Thank you for your comment. It’s interesting to note that you encountered a similar situation on a D/s site. I suppose there are discourteous and impatient people everywhere. May I ask which site to which you are referring? You can email it to me privately if you prefer.
It was a site called fetlife. I do not believe, however, that this person was representative of the site as a whole. I believe he was under the impression that I was too inexperienced to notice the huge red flags. Honestly, I am spoiled because of the way I met my first Sir….it sort of happened “organically.” I think I must not be internet dating saavy enough to navigate the artificial feeling I get from it. 🙂
Thank you. I only know of one D/s personals site and it’s not particularly inviting. Like you I have been very fortunate with the Dominants in my life. My experience on ‘dating sites’ is extremely limited so I can’t really comment too much, and this particular foray will probably be as shortlived as previous attempts.

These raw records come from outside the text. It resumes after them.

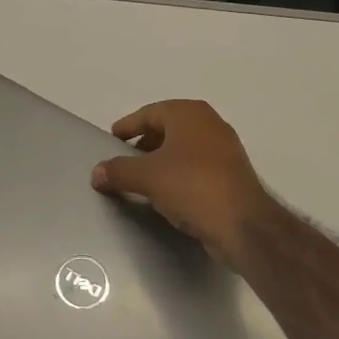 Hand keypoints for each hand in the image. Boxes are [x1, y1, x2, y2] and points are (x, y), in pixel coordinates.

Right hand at [90, 100, 280, 272]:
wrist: (243, 224)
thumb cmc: (191, 186)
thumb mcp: (146, 177)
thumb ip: (118, 171)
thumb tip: (96, 172)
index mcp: (188, 114)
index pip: (149, 113)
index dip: (128, 126)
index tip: (112, 139)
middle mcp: (209, 124)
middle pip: (168, 128)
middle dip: (145, 143)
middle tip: (126, 159)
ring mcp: (225, 148)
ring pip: (184, 148)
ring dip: (162, 160)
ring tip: (143, 178)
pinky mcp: (232, 173)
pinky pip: (197, 166)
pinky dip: (179, 173)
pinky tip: (168, 193) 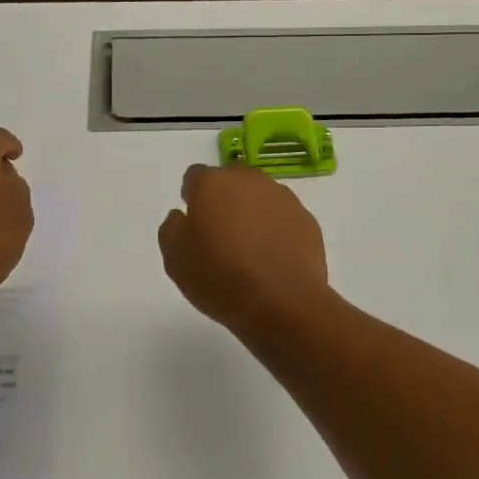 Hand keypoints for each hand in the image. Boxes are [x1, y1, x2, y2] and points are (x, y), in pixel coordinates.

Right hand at [158, 164, 333, 334]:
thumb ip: (172, 228)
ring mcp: (282, 198)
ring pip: (260, 197)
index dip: (192, 196)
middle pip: (231, 181)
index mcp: (213, 183)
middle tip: (220, 234)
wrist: (282, 302)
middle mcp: (249, 180)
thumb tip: (181, 216)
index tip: (193, 221)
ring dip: (252, 212)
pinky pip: (283, 217)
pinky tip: (272, 258)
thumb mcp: (175, 259)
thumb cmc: (219, 277)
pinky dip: (276, 230)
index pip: (195, 176)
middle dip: (223, 199)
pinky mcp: (306, 219)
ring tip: (249, 249) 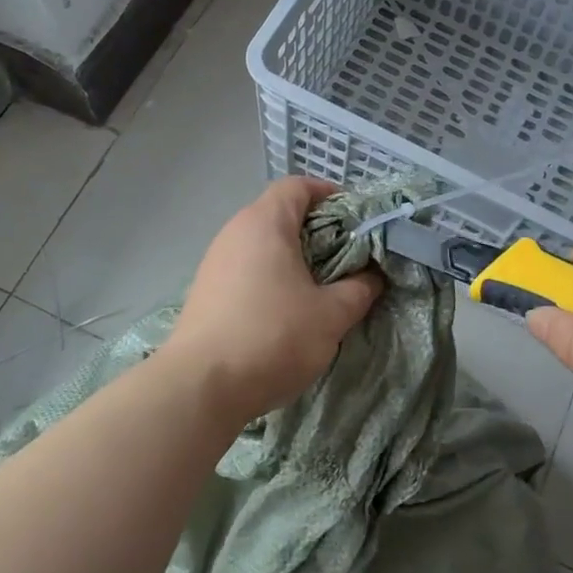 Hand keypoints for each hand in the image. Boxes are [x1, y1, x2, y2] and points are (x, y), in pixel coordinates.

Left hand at [163, 177, 383, 422]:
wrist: (200, 387)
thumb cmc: (273, 337)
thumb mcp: (331, 315)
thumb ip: (359, 289)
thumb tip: (372, 276)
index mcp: (265, 223)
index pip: (297, 186)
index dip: (329, 194)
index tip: (355, 219)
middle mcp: (235, 232)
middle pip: (280, 214)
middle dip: (317, 230)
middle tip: (348, 257)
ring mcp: (215, 262)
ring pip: (263, 244)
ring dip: (294, 257)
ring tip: (321, 286)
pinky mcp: (206, 291)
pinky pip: (247, 268)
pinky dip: (271, 277)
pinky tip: (287, 310)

Artificial – yes. An appropriate description.
Hi Maggie,
Meeting men online can be fun and daunting at the same times quite. It’s great because you can introduce yourself to men from the comfort of your own home. It’s bad because their is a complete lack of physical chemistry and without a picture, you will be passed up pretty quickly. Men are so visual and vanilla online dating is about meeting as many women as possible. Since so many women stretch the truth about their weight and sometimes age, men don’t want to waste time getting to know a pen pal, only to find that she isn’t what she claimed to be (not saying you would be guilty of this). This has happened to me when I was online dating … men that just wanted to correspond for a while and when I finally saw them, they were nothing like their claims.
I’m not saying it’s right or defending any online rudeness. Just trying to give you some context on what the other side is thinking.
Good luck with dating … I find believe that everyone finds a match, given if you follow your heart, respect yourself and dont settle. 🙂
Thank you Ms. Geisha, for such a comprehensive and thoughtful response. I had considered much of what you wrote, but was unaware that the vanilla online dating thing was about quantity. You have given me food for thought. Thank you again. M.